**What to do:**
Among the lines below, copy each one in which "above" appears.

(Collected data entries)

+===+

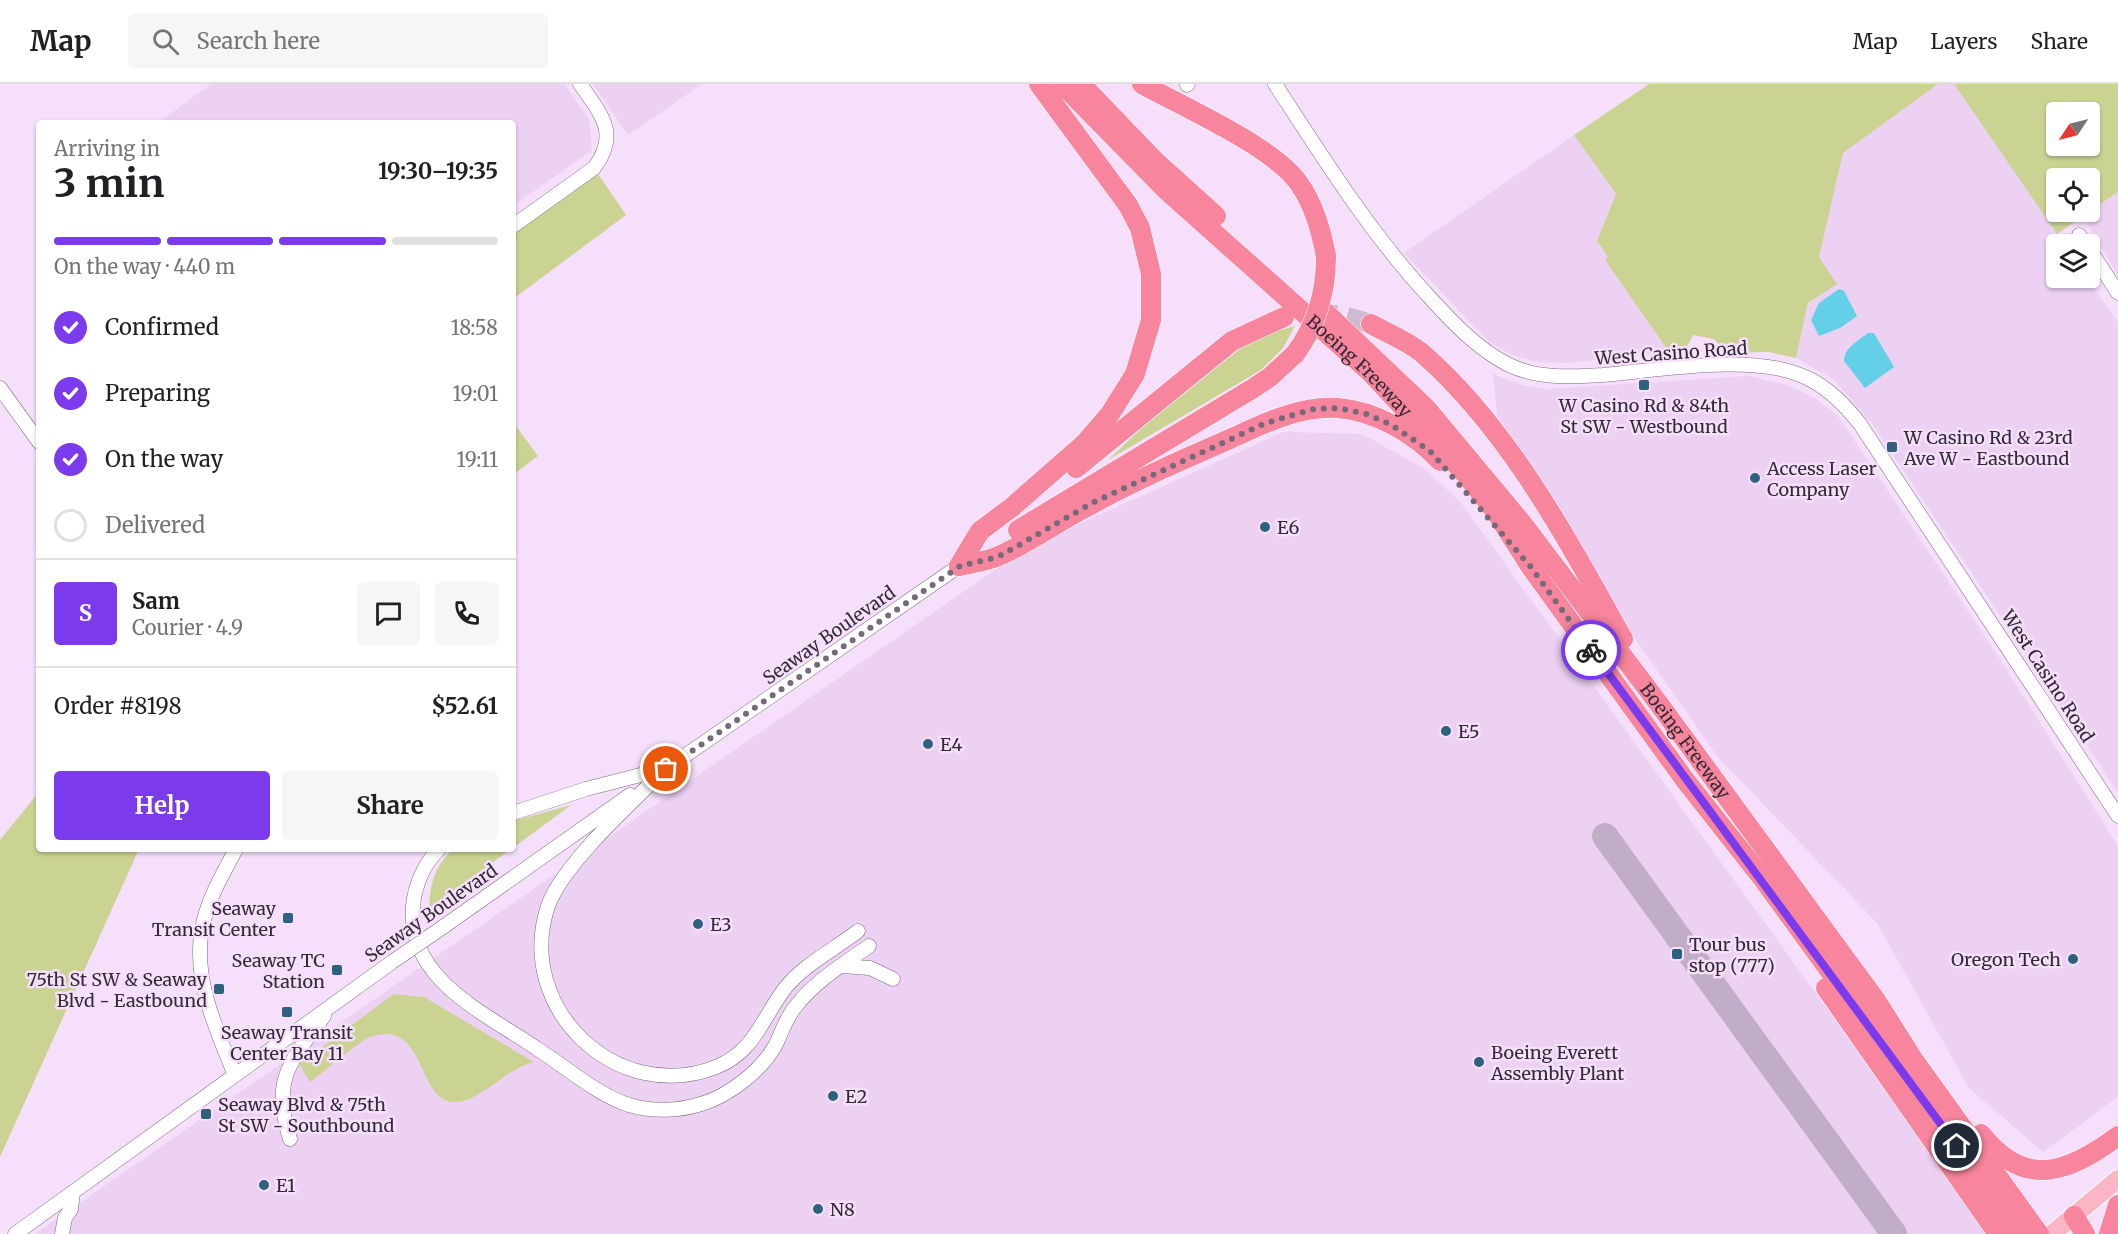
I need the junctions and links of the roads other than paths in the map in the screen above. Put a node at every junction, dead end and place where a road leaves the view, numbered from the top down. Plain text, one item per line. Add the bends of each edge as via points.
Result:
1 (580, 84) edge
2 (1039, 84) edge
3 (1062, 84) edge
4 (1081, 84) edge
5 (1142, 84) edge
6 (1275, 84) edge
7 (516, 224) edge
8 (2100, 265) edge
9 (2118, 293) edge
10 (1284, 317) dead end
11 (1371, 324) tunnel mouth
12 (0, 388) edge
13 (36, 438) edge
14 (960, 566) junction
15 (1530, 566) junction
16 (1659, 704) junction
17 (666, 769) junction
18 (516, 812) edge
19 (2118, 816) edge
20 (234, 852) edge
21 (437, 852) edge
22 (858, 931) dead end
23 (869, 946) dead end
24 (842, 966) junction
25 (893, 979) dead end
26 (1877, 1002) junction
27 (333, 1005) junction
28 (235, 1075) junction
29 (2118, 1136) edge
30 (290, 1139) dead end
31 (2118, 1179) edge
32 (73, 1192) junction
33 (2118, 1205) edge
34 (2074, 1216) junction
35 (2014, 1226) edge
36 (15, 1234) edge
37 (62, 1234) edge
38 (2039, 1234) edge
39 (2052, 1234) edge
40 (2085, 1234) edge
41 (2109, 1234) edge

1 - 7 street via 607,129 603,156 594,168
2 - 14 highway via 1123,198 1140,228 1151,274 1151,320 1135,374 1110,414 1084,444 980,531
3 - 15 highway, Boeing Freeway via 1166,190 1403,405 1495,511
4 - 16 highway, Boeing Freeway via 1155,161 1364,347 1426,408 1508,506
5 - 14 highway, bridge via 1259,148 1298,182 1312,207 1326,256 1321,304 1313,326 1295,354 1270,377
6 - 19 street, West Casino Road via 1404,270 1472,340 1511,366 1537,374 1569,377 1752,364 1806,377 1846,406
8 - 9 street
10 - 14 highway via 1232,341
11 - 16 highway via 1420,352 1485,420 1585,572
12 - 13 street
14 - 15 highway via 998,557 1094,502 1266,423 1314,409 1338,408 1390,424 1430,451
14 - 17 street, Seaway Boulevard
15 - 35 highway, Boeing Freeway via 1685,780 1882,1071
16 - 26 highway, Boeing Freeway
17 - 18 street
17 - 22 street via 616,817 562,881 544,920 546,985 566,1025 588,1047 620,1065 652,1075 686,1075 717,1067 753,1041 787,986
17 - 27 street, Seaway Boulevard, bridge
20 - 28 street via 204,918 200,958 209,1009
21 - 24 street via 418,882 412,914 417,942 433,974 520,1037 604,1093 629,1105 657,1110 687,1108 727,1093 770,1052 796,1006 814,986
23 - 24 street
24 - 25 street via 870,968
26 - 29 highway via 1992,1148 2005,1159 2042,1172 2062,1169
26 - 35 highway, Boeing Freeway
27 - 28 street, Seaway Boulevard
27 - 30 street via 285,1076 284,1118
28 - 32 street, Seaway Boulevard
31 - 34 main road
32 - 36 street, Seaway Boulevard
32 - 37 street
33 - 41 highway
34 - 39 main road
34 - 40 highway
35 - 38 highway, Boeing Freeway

+===+

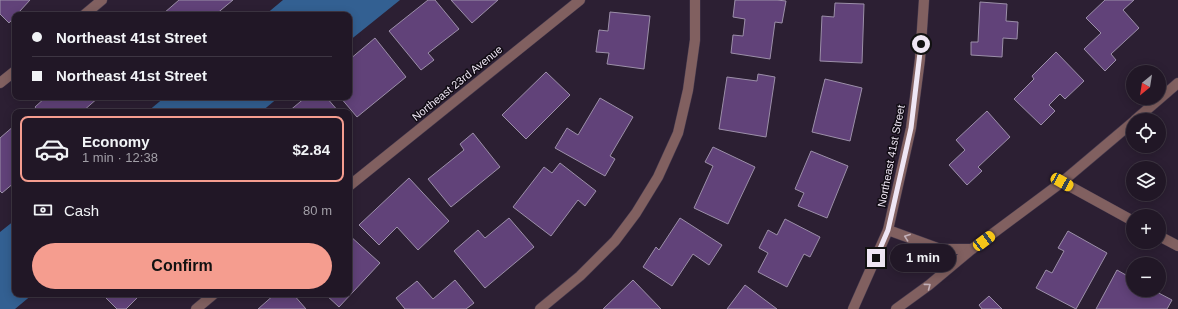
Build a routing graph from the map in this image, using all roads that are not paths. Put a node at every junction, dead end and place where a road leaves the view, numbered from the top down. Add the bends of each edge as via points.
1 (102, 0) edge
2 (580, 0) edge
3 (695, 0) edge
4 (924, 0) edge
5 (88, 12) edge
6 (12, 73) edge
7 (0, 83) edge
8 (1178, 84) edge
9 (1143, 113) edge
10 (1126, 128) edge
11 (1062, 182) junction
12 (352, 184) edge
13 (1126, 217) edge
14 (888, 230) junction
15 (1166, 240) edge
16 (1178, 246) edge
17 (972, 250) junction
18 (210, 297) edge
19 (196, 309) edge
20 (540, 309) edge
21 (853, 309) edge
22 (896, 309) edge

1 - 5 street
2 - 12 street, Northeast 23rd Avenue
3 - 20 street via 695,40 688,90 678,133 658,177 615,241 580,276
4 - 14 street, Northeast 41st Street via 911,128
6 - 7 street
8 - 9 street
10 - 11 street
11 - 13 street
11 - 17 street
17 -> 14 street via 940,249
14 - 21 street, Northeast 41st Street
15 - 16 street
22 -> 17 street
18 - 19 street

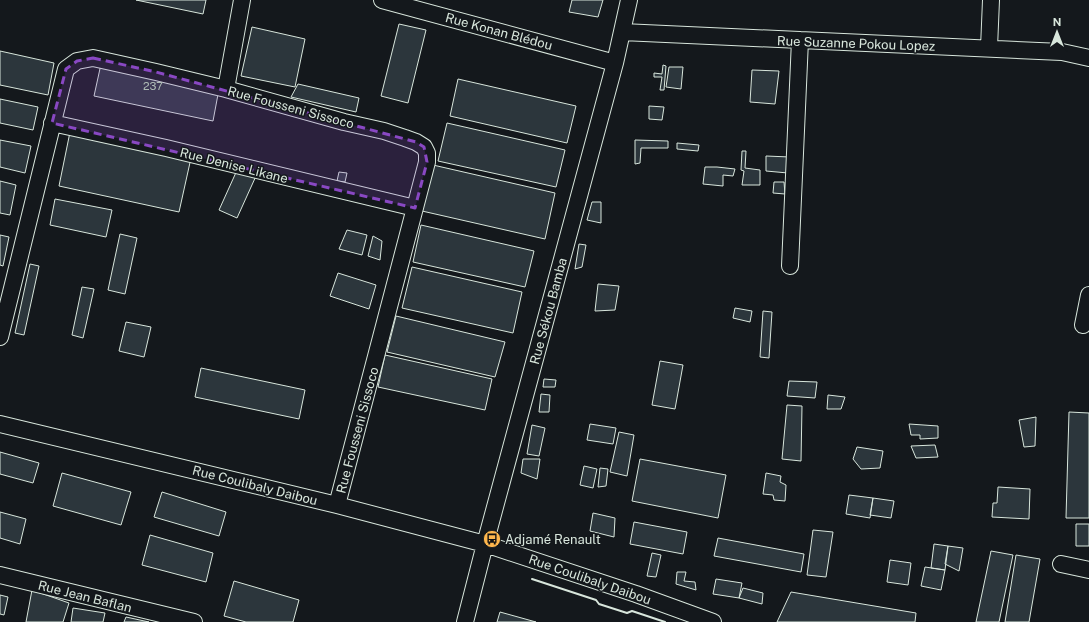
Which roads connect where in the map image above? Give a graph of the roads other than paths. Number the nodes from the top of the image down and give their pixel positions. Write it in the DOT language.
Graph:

+===+

**Completed exercise:**
I need the junctions and links of the roads other than paths in the map in the screen above. Put a node at every junction, dead end and place where a road leaves the view, numbered from the top down. Plain text, one item per line. Add the bends of each edge as via points.
Which roads connect where in the map image above? Give a graph of the roads other than paths. Number the nodes from the top of the image down and give their pixel positions. Write it in the DOT language.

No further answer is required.